Work to be completed: Among the entries below, which lines include the string "paths"? Show each one.

Study material:
[Start of section]
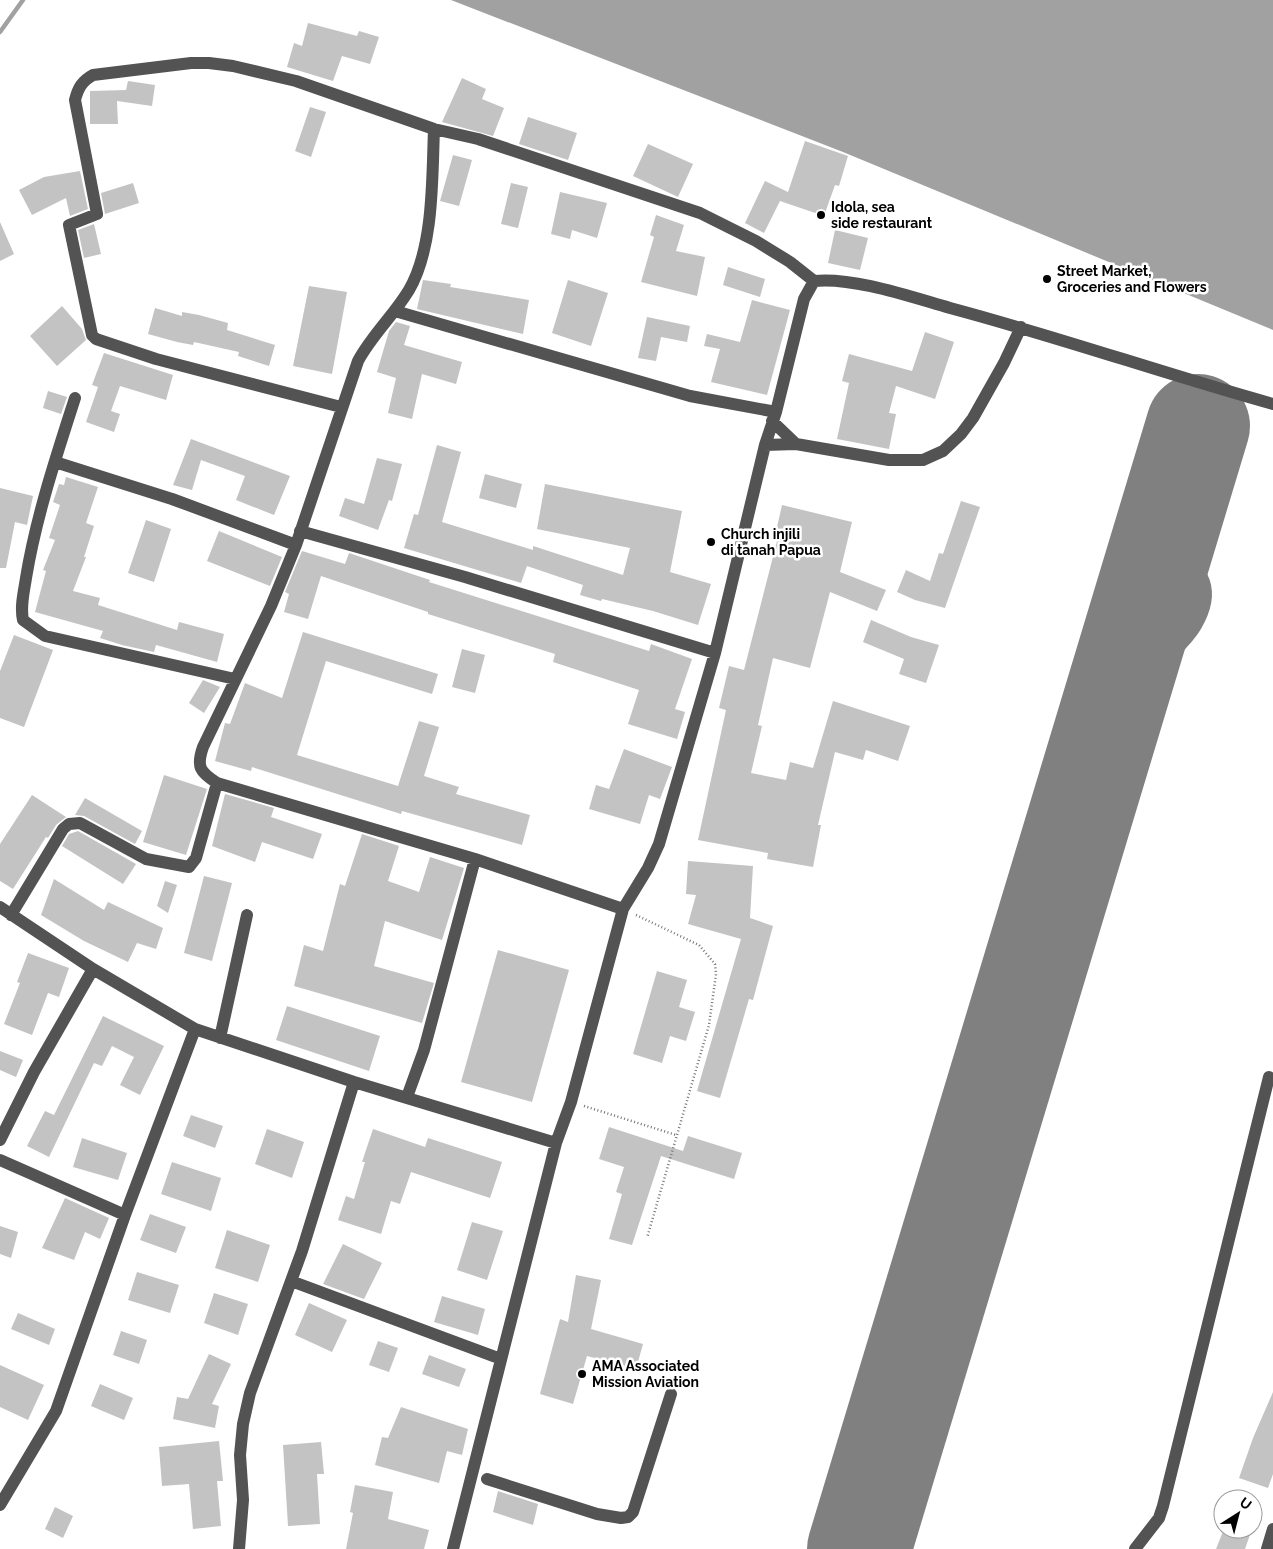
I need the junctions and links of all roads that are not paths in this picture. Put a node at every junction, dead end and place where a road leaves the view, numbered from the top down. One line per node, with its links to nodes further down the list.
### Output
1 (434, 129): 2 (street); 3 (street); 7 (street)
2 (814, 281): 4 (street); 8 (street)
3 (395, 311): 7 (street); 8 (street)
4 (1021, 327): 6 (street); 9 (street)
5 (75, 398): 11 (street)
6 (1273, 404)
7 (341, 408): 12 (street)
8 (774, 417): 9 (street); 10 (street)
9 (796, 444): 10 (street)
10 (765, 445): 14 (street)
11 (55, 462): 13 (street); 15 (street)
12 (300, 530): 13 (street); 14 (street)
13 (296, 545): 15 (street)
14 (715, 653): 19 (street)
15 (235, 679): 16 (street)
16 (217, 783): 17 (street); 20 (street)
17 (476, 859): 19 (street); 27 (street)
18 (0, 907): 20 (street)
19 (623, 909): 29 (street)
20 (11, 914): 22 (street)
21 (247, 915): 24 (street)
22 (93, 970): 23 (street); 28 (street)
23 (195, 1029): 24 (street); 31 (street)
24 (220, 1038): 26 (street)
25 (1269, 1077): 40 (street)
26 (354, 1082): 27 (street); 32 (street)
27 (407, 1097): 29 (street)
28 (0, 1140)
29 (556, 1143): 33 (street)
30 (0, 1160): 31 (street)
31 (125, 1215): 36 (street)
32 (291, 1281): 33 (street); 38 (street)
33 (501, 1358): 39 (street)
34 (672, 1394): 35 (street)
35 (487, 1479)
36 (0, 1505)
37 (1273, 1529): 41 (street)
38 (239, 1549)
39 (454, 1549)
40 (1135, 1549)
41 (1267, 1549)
[End of section]
[Start of section]
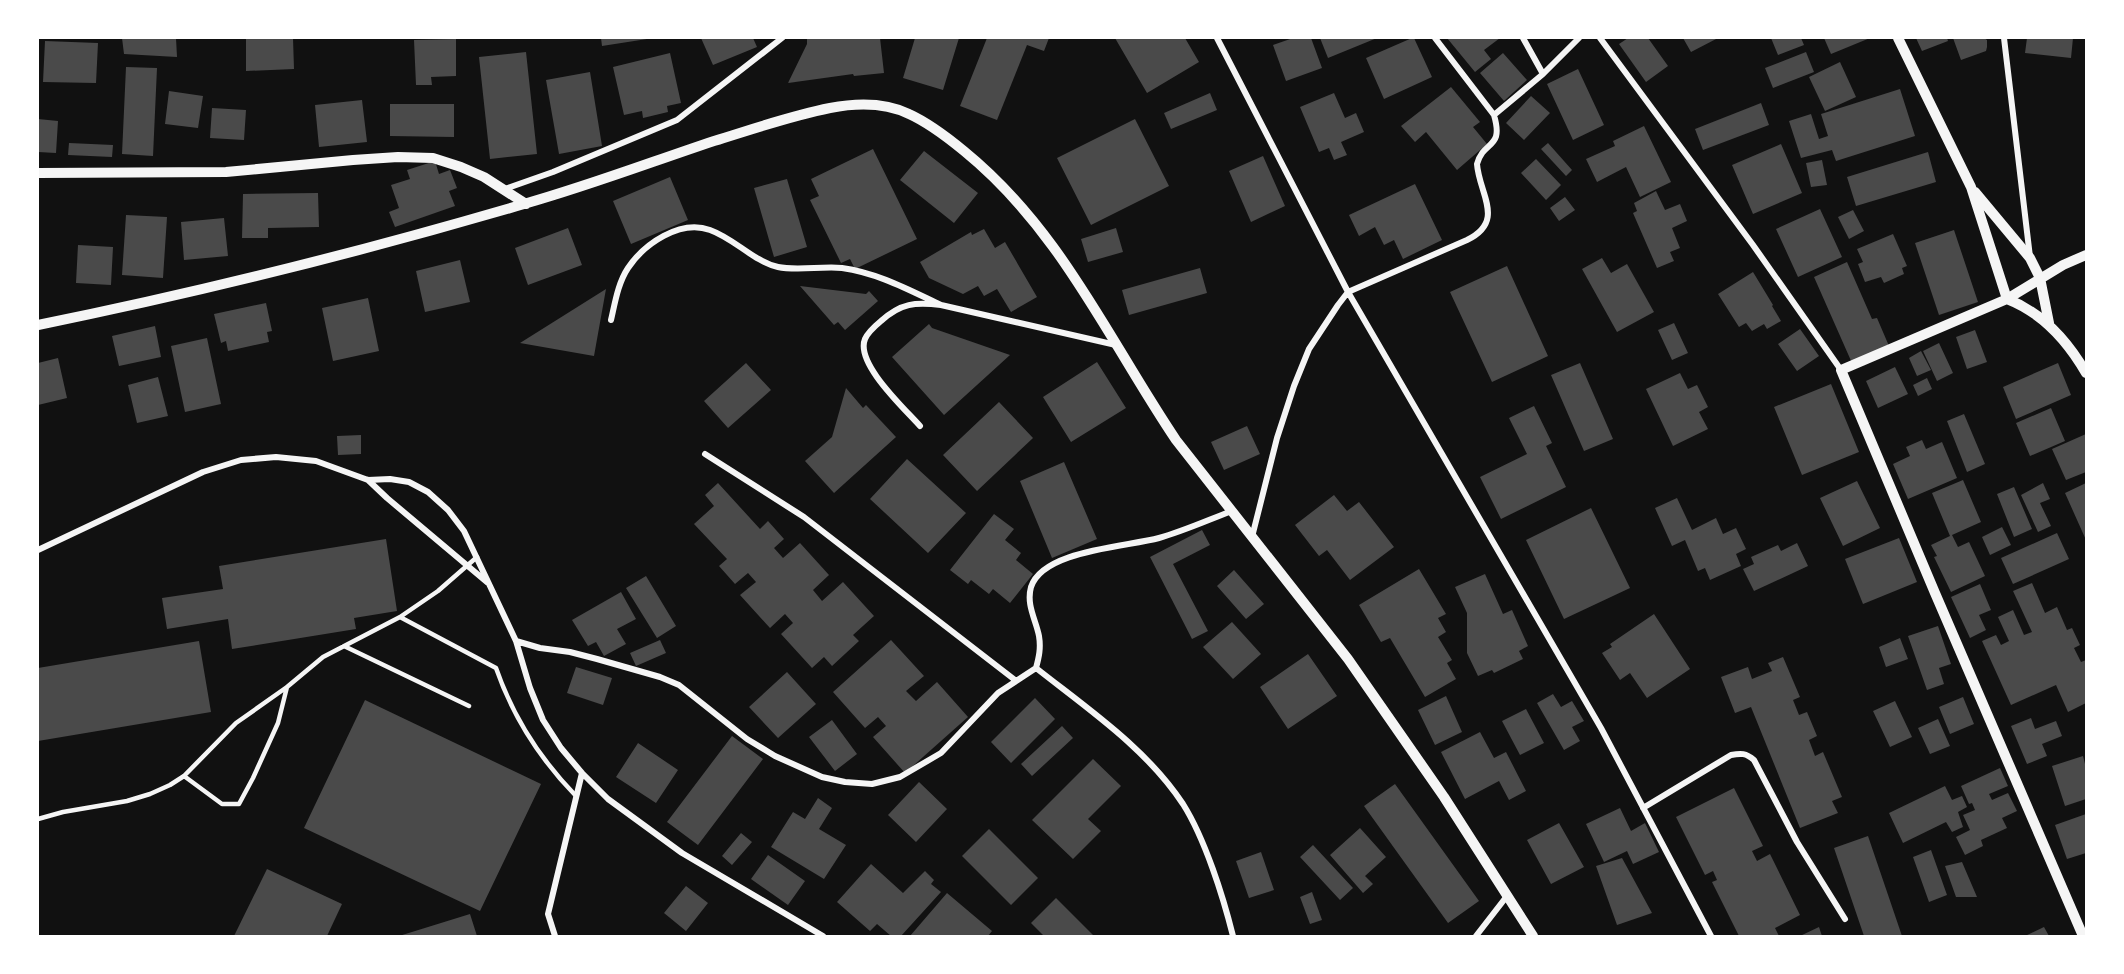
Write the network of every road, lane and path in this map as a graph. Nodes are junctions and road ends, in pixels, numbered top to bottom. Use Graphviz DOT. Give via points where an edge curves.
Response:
[End of section]
[Start of section]
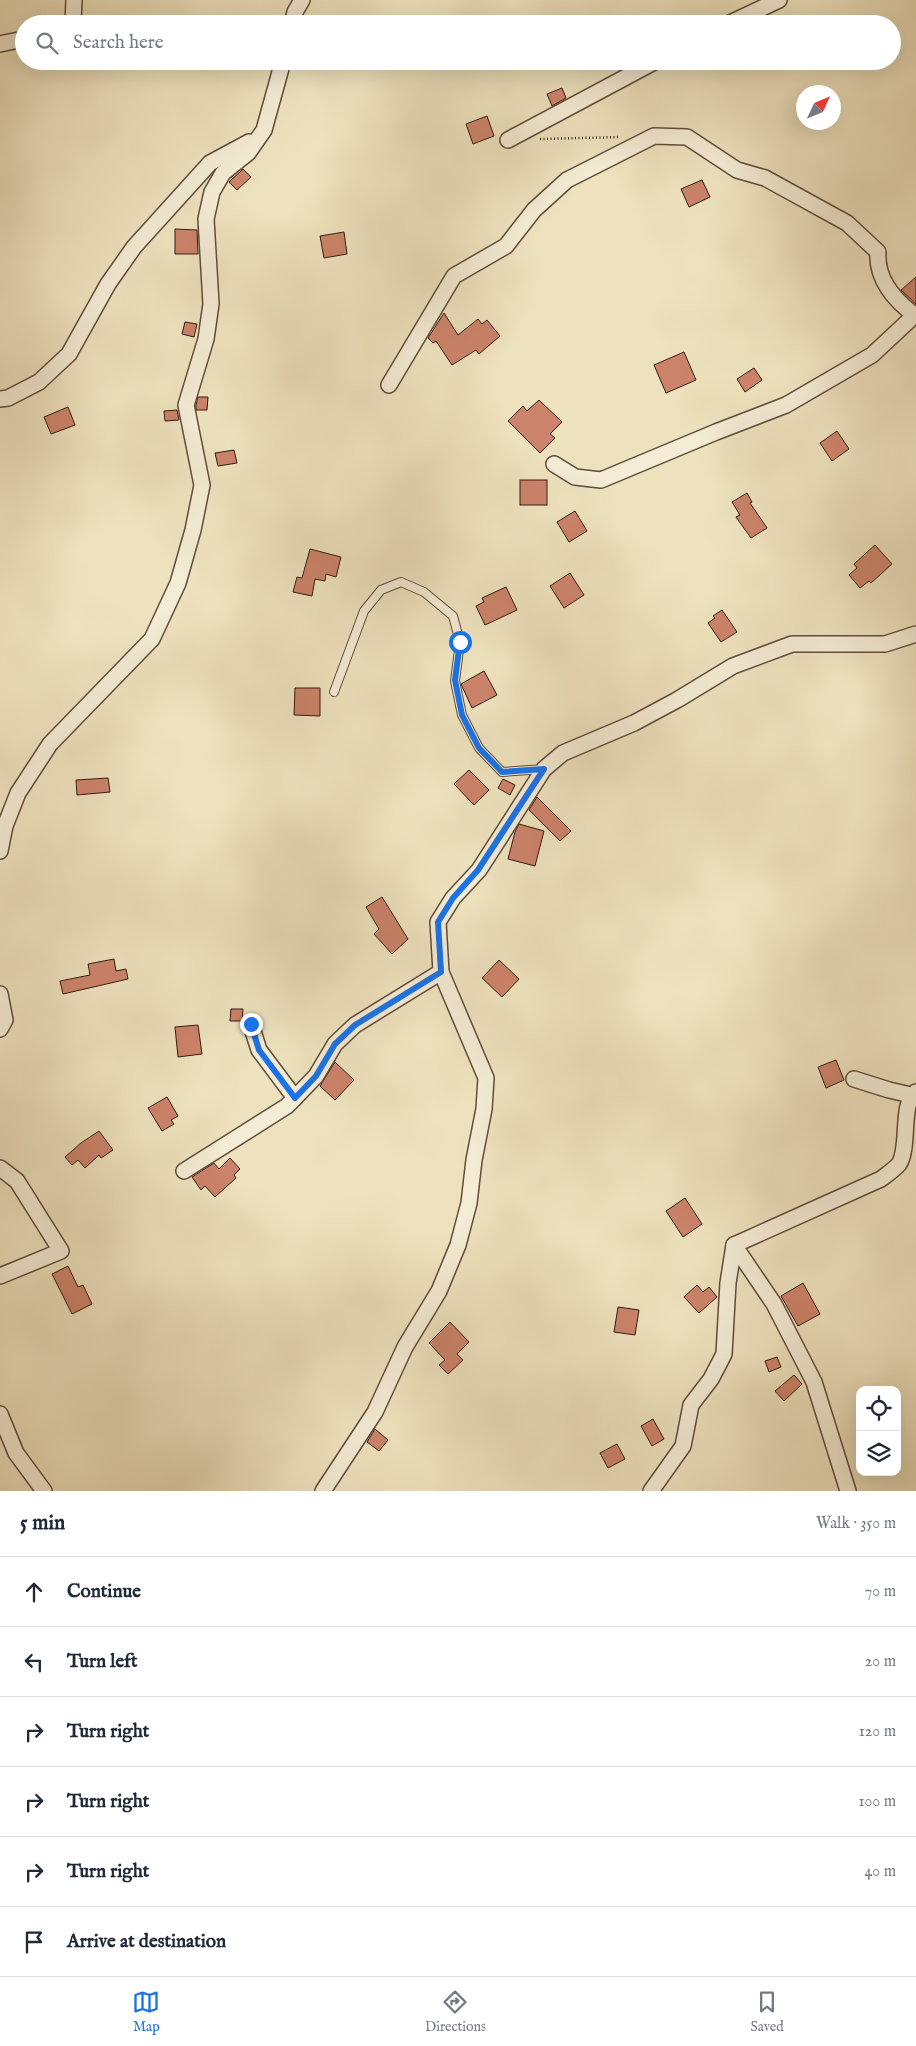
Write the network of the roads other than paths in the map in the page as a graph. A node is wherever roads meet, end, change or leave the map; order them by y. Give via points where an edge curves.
[End of section]
Solution for this exercise:
I need the junctions and links of all roads that are not paths in this picture. Put a node at every junction, dead end and place where a road leaves the view, numbered from the top down. One line per node, with its links to nodes further down the list.
Write the network of the roads other than paths in the map in the page as a graph. A node is wherever roads meet, end, change or leave the map; order them by y. Give via points where an edge curves.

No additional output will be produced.